Limitations & Future Work

  • Dependence on High-Quality Training Data: Both the world simulator and the reflector require diverse training data to achieve high-fidelity simulation and accurate evaluation. The authors hope general world models in the future will alleviate this dependence.
  • Slow Training: Generating trajectories frame-by-frame via the simulator introduces a computational bottleneck, slowing policy optimization compared to parallelized methods. More efficient simulation is required to resolve this.
  • Self-Evaluation Supplement: Experiments are primarily conducted on LIBERO and 4 real-world tasks. The physical fidelity of the world model itself is supported only by qualitative figures (Figure 6) and indirect downstream success rates, lacking quantitative metrics for the physical consistency of predicted frames.
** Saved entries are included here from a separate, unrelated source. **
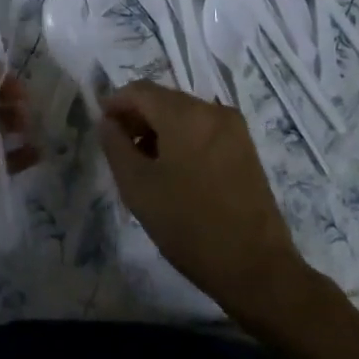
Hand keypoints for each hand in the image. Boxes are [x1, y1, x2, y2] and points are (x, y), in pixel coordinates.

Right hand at [98, 81, 305, 317]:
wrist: (257, 268)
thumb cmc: (189, 226)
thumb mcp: (138, 187)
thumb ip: (115, 146)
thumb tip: (107, 121)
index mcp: (186, 114)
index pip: (140, 90)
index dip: (115, 104)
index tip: (102, 128)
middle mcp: (212, 110)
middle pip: (164, 99)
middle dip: (138, 118)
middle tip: (120, 150)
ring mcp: (234, 128)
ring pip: (184, 115)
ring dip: (160, 130)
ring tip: (145, 165)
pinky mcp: (245, 148)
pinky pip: (204, 130)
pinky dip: (183, 139)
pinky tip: (174, 172)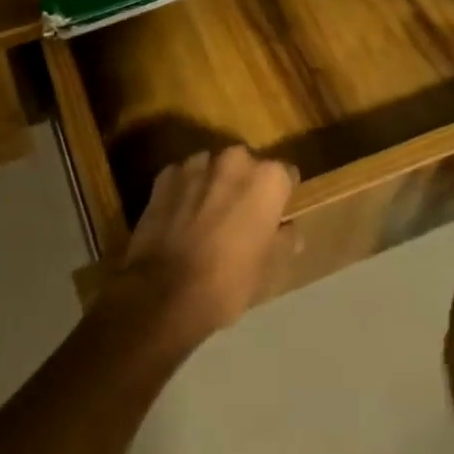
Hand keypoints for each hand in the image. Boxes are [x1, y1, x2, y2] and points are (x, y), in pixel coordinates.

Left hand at [97, 146, 298, 353]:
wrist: (165, 293)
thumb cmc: (229, 282)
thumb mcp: (271, 269)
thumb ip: (285, 240)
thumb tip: (288, 229)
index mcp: (267, 179)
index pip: (285, 175)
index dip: (281, 196)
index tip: (275, 215)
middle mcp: (234, 160)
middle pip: (246, 166)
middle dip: (244, 184)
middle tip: (239, 217)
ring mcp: (195, 164)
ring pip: (211, 168)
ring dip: (212, 185)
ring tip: (205, 217)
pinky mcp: (164, 176)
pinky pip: (182, 178)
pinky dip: (183, 192)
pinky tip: (179, 218)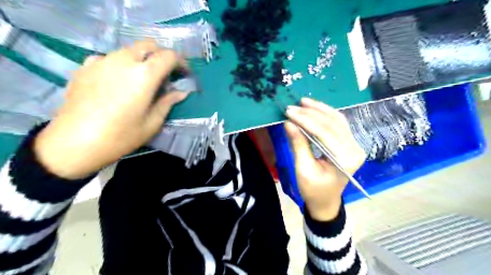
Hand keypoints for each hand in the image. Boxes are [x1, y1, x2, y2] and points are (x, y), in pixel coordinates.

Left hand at [34, 40, 187, 177]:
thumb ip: (168, 102)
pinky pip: (111, 58)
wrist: (74, 142)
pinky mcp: (86, 66)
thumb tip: (181, 92)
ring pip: (129, 50)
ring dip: (142, 60)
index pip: (168, 56)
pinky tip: (119, 82)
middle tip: (167, 73)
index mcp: (144, 75)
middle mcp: (123, 60)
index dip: (181, 62)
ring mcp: (102, 60)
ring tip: (143, 80)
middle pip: (148, 45)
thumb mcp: (152, 123)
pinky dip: (122, 65)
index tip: (184, 74)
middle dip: (162, 56)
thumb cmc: (120, 136)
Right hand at [285, 97, 363, 221]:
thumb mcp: (303, 169)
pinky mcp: (349, 143)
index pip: (324, 133)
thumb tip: (288, 123)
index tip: (289, 112)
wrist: (325, 201)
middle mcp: (354, 149)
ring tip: (303, 102)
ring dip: (320, 110)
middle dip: (310, 113)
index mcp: (344, 160)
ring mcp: (354, 145)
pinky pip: (338, 124)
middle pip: (332, 124)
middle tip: (292, 107)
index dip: (305, 120)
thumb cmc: (313, 190)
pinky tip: (315, 108)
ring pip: (337, 120)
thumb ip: (298, 145)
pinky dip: (326, 114)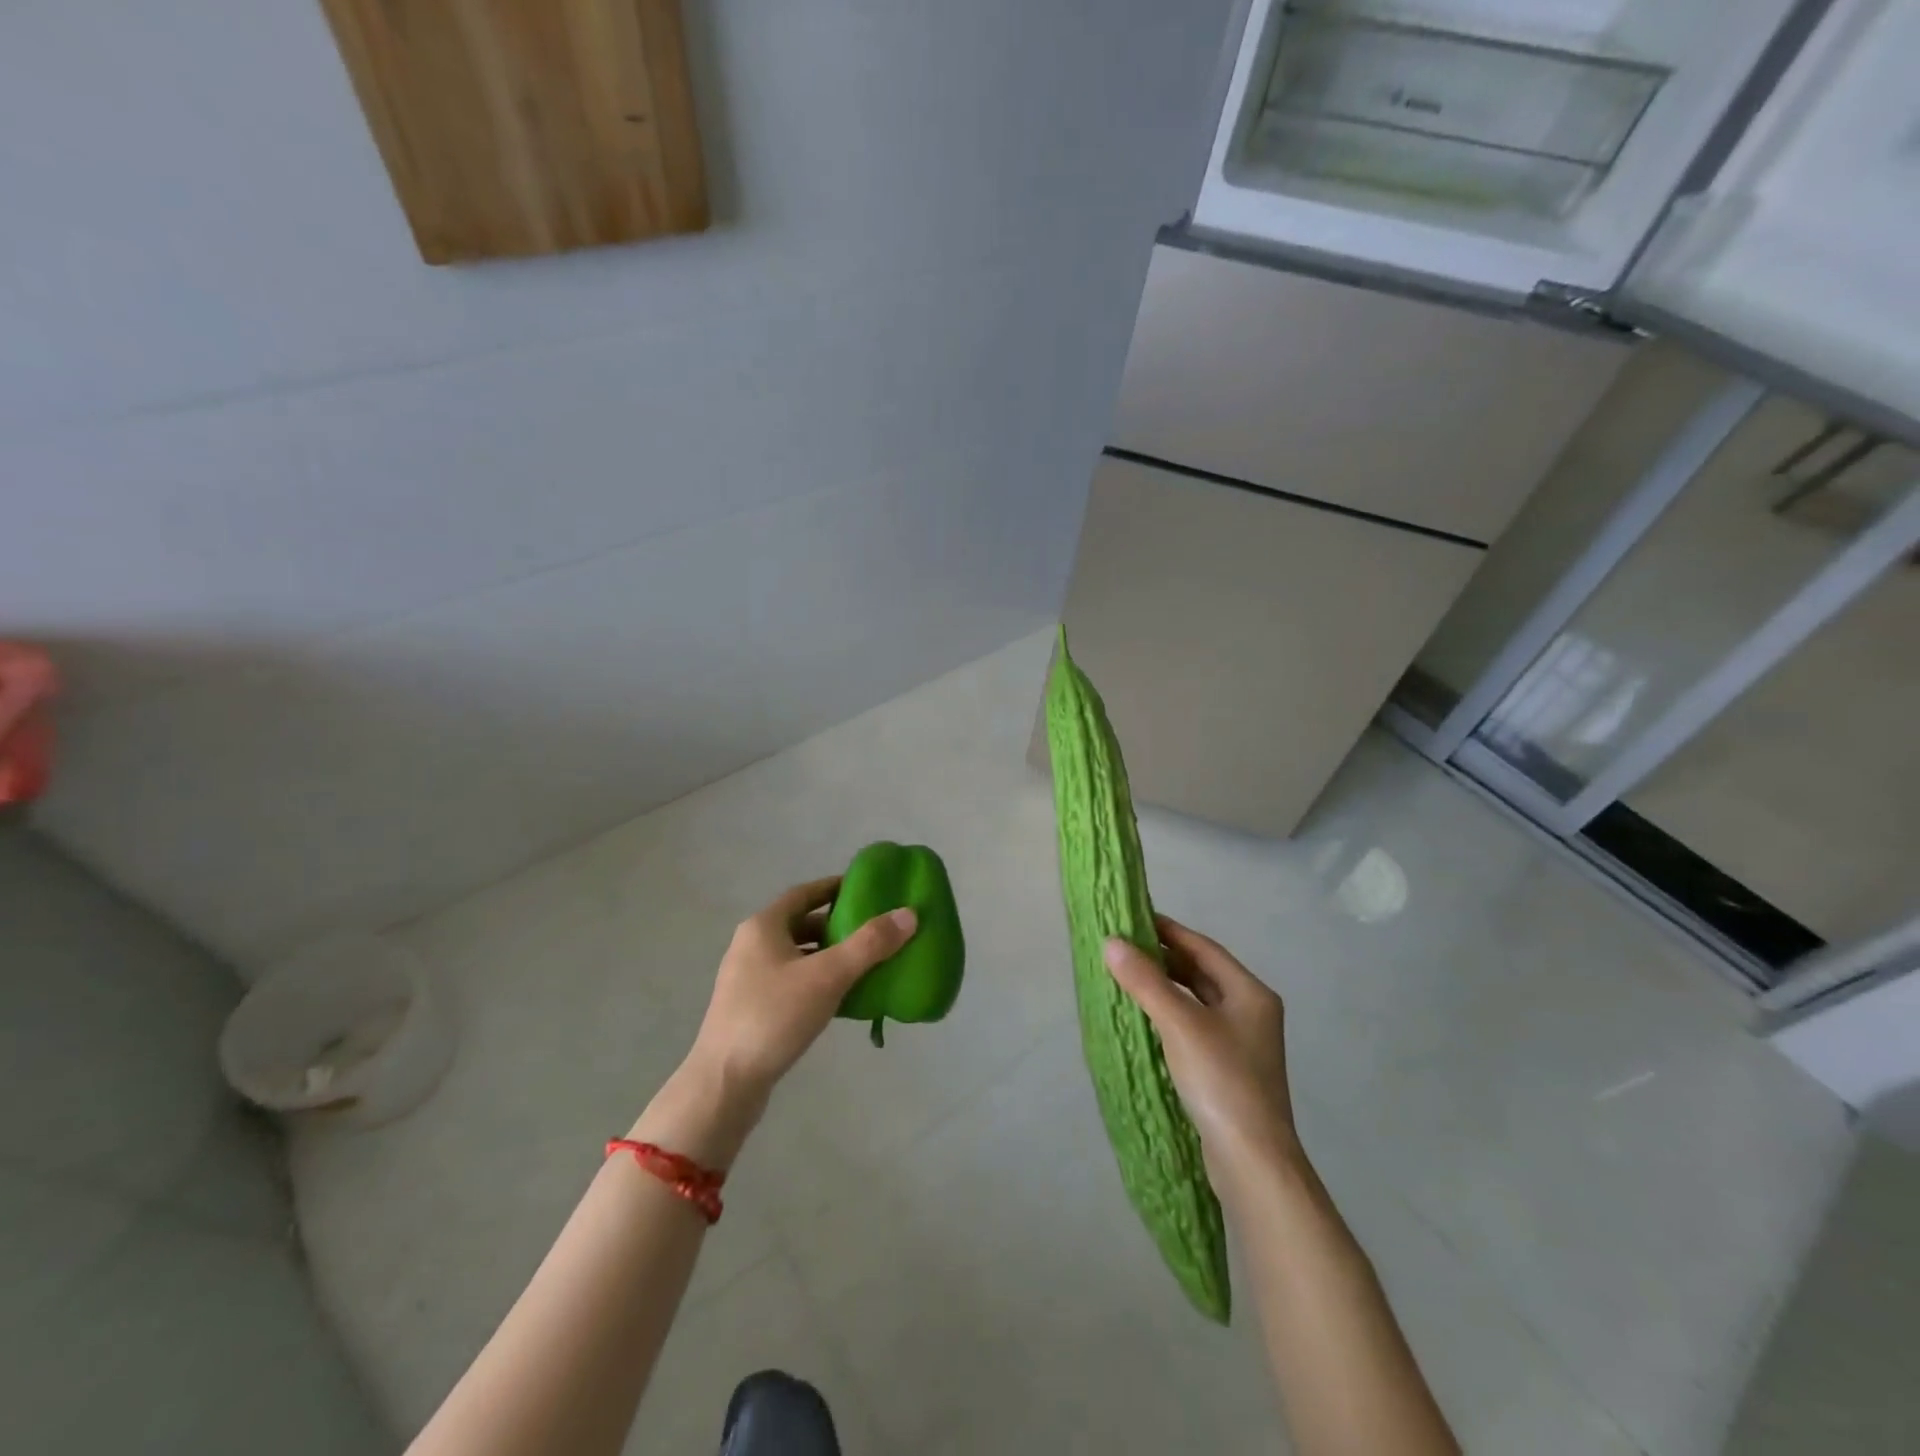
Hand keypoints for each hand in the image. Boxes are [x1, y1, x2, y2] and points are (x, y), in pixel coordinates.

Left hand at [633, 877, 917, 1168]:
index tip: (867, 889)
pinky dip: (818, 982)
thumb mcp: (828, 976)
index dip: (835, 888)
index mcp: (763, 927)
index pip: (804, 893)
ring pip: (798, 956)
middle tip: (874, 930)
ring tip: (866, 964)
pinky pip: (792, 983)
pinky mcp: (751, 1010)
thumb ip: (869, 944)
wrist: (724, 1085)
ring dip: (829, 956)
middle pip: (801, 924)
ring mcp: (748, 980)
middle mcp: (751, 946)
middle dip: (837, 926)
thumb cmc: (773, 1017)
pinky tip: (842, 999)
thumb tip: (909, 914)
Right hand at [1103, 916, 1298, 1193]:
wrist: (1253, 1162)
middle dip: (1163, 959)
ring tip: (1126, 978)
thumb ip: (1145, 981)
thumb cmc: (1222, 1081)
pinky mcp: (1228, 1071)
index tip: (1133, 918)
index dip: (1168, 930)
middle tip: (1122, 948)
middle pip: (1201, 973)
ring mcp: (1242, 1043)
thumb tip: (1111, 942)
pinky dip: (1169, 1015)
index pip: (1204, 948)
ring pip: (1196, 1001)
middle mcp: (1251, 1012)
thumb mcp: (1180, 1024)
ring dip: (1164, 987)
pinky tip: (1144, 1019)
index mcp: (1250, 993)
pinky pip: (1194, 1027)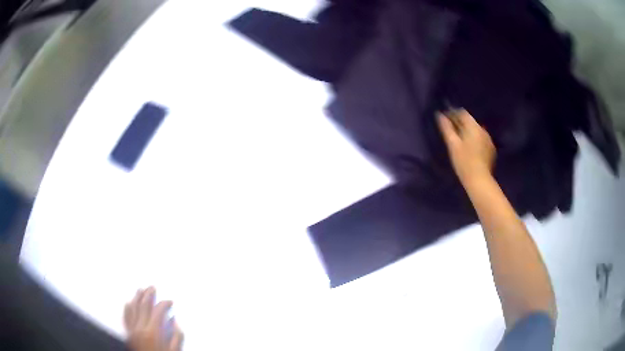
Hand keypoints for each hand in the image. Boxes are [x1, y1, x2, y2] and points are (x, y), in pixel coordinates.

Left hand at [124, 287, 183, 350]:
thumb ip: (177, 336)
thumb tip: (174, 320)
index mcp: (153, 332)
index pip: (158, 311)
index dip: (164, 304)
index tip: (170, 301)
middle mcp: (140, 328)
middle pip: (144, 305)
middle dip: (149, 295)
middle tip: (153, 287)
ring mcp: (132, 330)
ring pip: (133, 308)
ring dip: (137, 297)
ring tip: (141, 290)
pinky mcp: (128, 334)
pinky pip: (126, 317)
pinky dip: (128, 307)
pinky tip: (130, 302)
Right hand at [438, 109, 495, 184]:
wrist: (479, 180)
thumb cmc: (463, 162)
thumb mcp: (452, 144)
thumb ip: (446, 128)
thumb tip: (440, 115)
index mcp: (473, 127)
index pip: (462, 113)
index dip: (453, 114)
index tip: (446, 121)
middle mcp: (482, 130)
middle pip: (470, 121)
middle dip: (460, 124)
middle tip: (451, 132)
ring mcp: (488, 139)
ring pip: (476, 130)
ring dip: (468, 132)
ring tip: (460, 141)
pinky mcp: (491, 149)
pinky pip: (481, 139)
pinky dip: (475, 140)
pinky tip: (470, 149)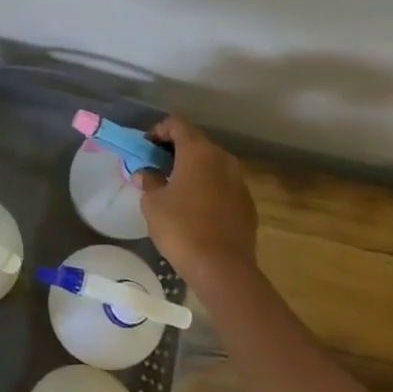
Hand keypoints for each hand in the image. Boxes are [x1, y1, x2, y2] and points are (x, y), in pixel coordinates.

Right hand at [138, 115, 258, 293]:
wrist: (222, 268)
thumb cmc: (180, 227)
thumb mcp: (153, 202)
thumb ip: (148, 180)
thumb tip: (146, 173)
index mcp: (198, 151)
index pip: (176, 123)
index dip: (158, 131)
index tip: (145, 149)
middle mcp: (223, 159)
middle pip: (196, 141)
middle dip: (174, 150)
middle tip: (156, 167)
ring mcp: (239, 181)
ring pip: (212, 164)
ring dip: (193, 169)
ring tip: (175, 188)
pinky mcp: (247, 203)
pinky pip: (223, 184)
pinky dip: (208, 187)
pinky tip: (196, 208)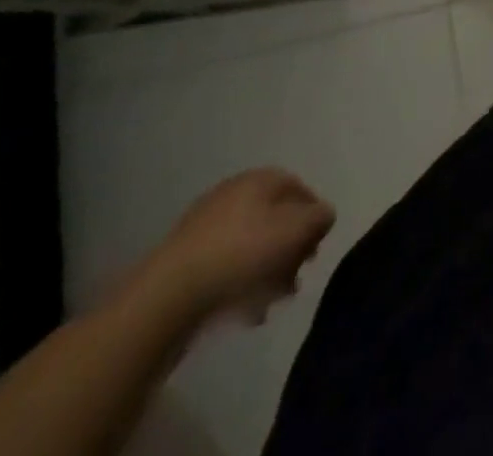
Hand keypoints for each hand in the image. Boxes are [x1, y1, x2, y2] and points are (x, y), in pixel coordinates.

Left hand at [134, 169, 335, 325]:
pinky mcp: (186, 260)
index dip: (313, 215)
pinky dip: (240, 284)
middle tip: (296, 278)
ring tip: (271, 302)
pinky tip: (244, 311)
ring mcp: (205, 226)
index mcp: (259, 179)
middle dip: (290, 249)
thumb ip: (319, 218)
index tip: (318, 246)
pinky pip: (225, 266)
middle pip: (274, 218)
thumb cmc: (243, 253)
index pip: (298, 187)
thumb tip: (323, 215)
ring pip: (250, 245)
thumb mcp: (296, 231)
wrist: (169, 296)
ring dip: (266, 271)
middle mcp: (233, 194)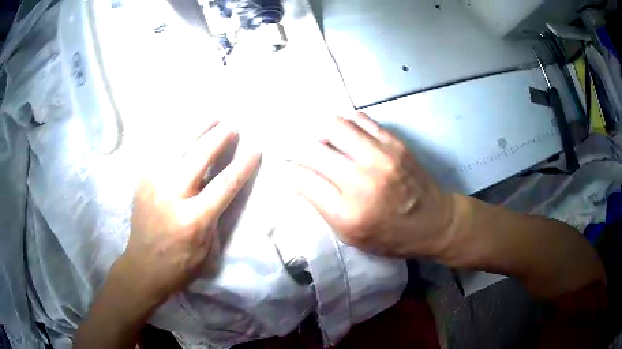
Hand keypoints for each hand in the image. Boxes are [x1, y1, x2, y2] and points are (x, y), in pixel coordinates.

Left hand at [121, 122, 260, 303]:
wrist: (143, 266)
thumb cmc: (179, 264)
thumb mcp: (207, 250)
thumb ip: (215, 217)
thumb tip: (221, 188)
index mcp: (193, 219)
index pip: (224, 185)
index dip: (242, 166)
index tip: (255, 150)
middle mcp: (171, 196)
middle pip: (198, 157)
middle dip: (219, 138)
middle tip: (232, 126)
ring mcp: (153, 185)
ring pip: (177, 147)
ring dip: (197, 129)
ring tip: (212, 116)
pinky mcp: (142, 182)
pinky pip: (161, 151)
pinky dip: (175, 137)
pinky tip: (185, 129)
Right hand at [289, 112, 455, 257]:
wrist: (435, 223)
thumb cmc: (391, 237)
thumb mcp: (351, 236)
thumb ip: (322, 207)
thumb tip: (300, 178)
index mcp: (347, 212)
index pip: (303, 179)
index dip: (290, 170)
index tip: (288, 167)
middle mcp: (361, 181)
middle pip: (313, 150)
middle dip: (297, 149)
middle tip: (296, 150)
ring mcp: (380, 158)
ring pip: (334, 126)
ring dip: (318, 129)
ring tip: (318, 136)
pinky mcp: (395, 144)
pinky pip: (361, 120)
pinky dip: (345, 123)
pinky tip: (342, 131)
The real-world evaluation (10 trajectories per task, over 4 tasks) is relatively small in scale.
  • Avenues for Improvement: Replacing expensive frame-by-frame diffusion rollouts with single-step/few-step prediction in latent space to accelerate training; introducing explicit physical/geometric consistency constraints on predicted frames for closed-loop supervision.
  • vs. RIPT-VLA (Simulator-Based RL): Both conduct RL post-training for VLAs and achieve comparable results on LIBERO, but RIPT-VLA relies on traditional simulators and is locked to simulated environments. In contrast, Ours uses a world model + VLM continuous rewards, enabling direct real-world transfer without setup overhead.
  • vs. OpenVLA-OFT (SFT Baseline): This work takes OpenVLA-OFT as the initial policy and applies RL post-training within the world model. It obtains a +4.75 average gain on LIBERO and excels in real-world tasks, demonstrating that "rehearsing in an imagined environment" effectively mitigates SFT's shortcomings in data-sparse regimes.
  • vs. Classical Model-Based RL (Dreamer Series): Early world model RL relied heavily on on-policy data and generalization to specific environments was limited. This work trains an offline world model with diffusion video generation and freezes it, specifically serving general VLA manipulation tasks.

Rating

  • Novelty: ⭐⭐⭐⭐ The combination of "world model as a resettable RL playground + VLM continuous reward for real-time termination" precisely targets the pain points of data scarcity and safety. Geometry-aware injection and failure data augmentation are cleverly designed.
  • Experimental Thoroughness: ⭐⭐⭐⭐ Comprehensive evaluation on LIBERO and real-world tasks alongside three sets of ablation studies (data/reward head/termination); however, the real-world scale is small, and the world model's physical consistency lacks quantitative evaluation.
  • Writing Quality: ⭐⭐⭐⭐ Clear motivation, method, and experimental logic; formulas and figures are well-presented. The arXiv/CVF double-naming can be slightly confusing.
  • Value: ⭐⭐⭐⭐ Provides a practical, real-world-deployable solution for VLA post-training under resource constraints. The concepts of geometry + semantic injection and continuous rewards offer valuable transferable insights.